I recently talked all about the mental aspects of losing weight. Today I read Day 183 and once again the mental aspects of this journey were front and center. From March 16th, 2009:
I'm feeling very upbeat these days. It seems no matter what is thrown my way, it doesn't shake my resolve to become what I desire and arrive exactly where I'm headed. That's a key difference between this journey and past attempts. In the past I would allow the slightest tilt of my “comfort zone” to throw me completely off track. It's a nice place to be. Basically, it's like I've finally figured out how to separate my emotions from my actions. I always permitted my emotions to completely control me. Turning to food for comfort was always the easiest thing. Often times, Ok, more like every time something didn't go like I wanted, or I had a bad day, or I was upset about anything at all...I'd use it as an excuse to cut loose and devour as much food as I could.
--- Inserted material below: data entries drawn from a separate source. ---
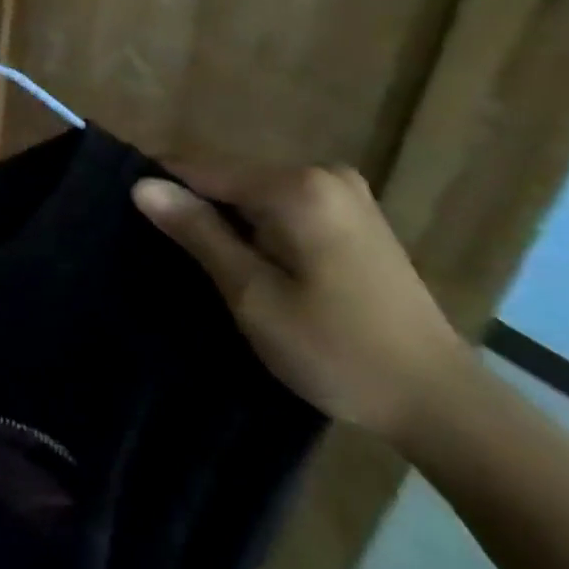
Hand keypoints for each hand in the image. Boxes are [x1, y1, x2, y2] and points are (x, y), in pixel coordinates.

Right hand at [132, 153, 469, 440]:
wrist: (439, 400)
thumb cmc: (336, 350)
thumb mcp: (253, 295)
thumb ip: (198, 232)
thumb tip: (142, 185)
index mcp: (296, 187)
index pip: (203, 168)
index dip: (163, 187)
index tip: (128, 214)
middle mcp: (322, 173)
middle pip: (231, 177)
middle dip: (197, 206)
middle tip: (169, 252)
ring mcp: (344, 191)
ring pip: (256, 192)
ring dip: (228, 219)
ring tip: (205, 261)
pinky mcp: (355, 213)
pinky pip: (284, 204)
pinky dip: (259, 225)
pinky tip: (253, 262)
And it wasn't exclusive to negative emotions. When I would experience positive emotions, I'd celebrate, or enhance my good mood with plenty of food and couch time. This pattern of excess no matter the emotions is what led to my weight soaring to over 500 pounds. Reversing this life long pattern and instinct has been a real-life exercise in better understanding of my personal psychology. I look at food very differently now. Where before I could quit and go back to my old eating habits at the drop of a hat, I honestly don't think I could now. If you told me I had to eat a quarter gallon of Blue Bell, as crazy as this might sound coming from me, I seriously don't think I could make myself. I haven't “stuffed” myself in 183 days and you know what? I don't miss it and I haven't the slightest desire for it. I'm rarely hungry, if at all it's first thing in the morning. One thing I've noticed, I haven't had an ulcer attack at all in the last six months. Before, when I'd get stressed, I'd eat of course, and not just a little, a bunch. The combination of stress and being stuffed would occasionally cause me to be up most of the night with my stomach burning like fire and me throwing up until my throat was raked with stomach acid and I could barely talk, not good for someone who talks for a living. Needless to say, I missed many a morning show because of my ulcer attacks. I think it's strange I haven't had one since I started this journey, because there's still stress in my life, I've just cut out the excessive eating and now I actually exercise on purpose.
It's amazing what pain will make us promise ourselves. I can remember being in the middle of an attack with my mid section burning and my throat raw from throwing up, and my lips crusty from chugging Maalox, and saying out loud--- “this is it, I'm done, I'm losing this weight, I never want to feel this way again!” But then the pain would go away right along with my promise to change. The next day I'd act like it never happened. I'm sure my employer has noticed I haven't used as many sick days as I did before starting this journey.
Update: Make that 548 days without an ulcer attack! I fully understand that different people have different stomach ulcers, but for me---just eating reduced portions was enough to rid me of these painful episodes. The stress still exist in my life---now more than ever, but still---ulcer pain free. Joy!
Tomorrow is weigh day. I don’t know what I’ll find waiting for me on the scale, but whatever it is---I’ll be thrilled. I’ll tell you what I’d love to see… 259! Yeah---I’d give anything to finally be done with the 260’s. Oh wait---I have the power to give the effort in my workouts that can help get me there…so, uh…yeah. We’ll see what tomorrow brings. I’m going to use some of that fresh raw milk in my steel cut oats tomorrow morning, just a little bit…just enough.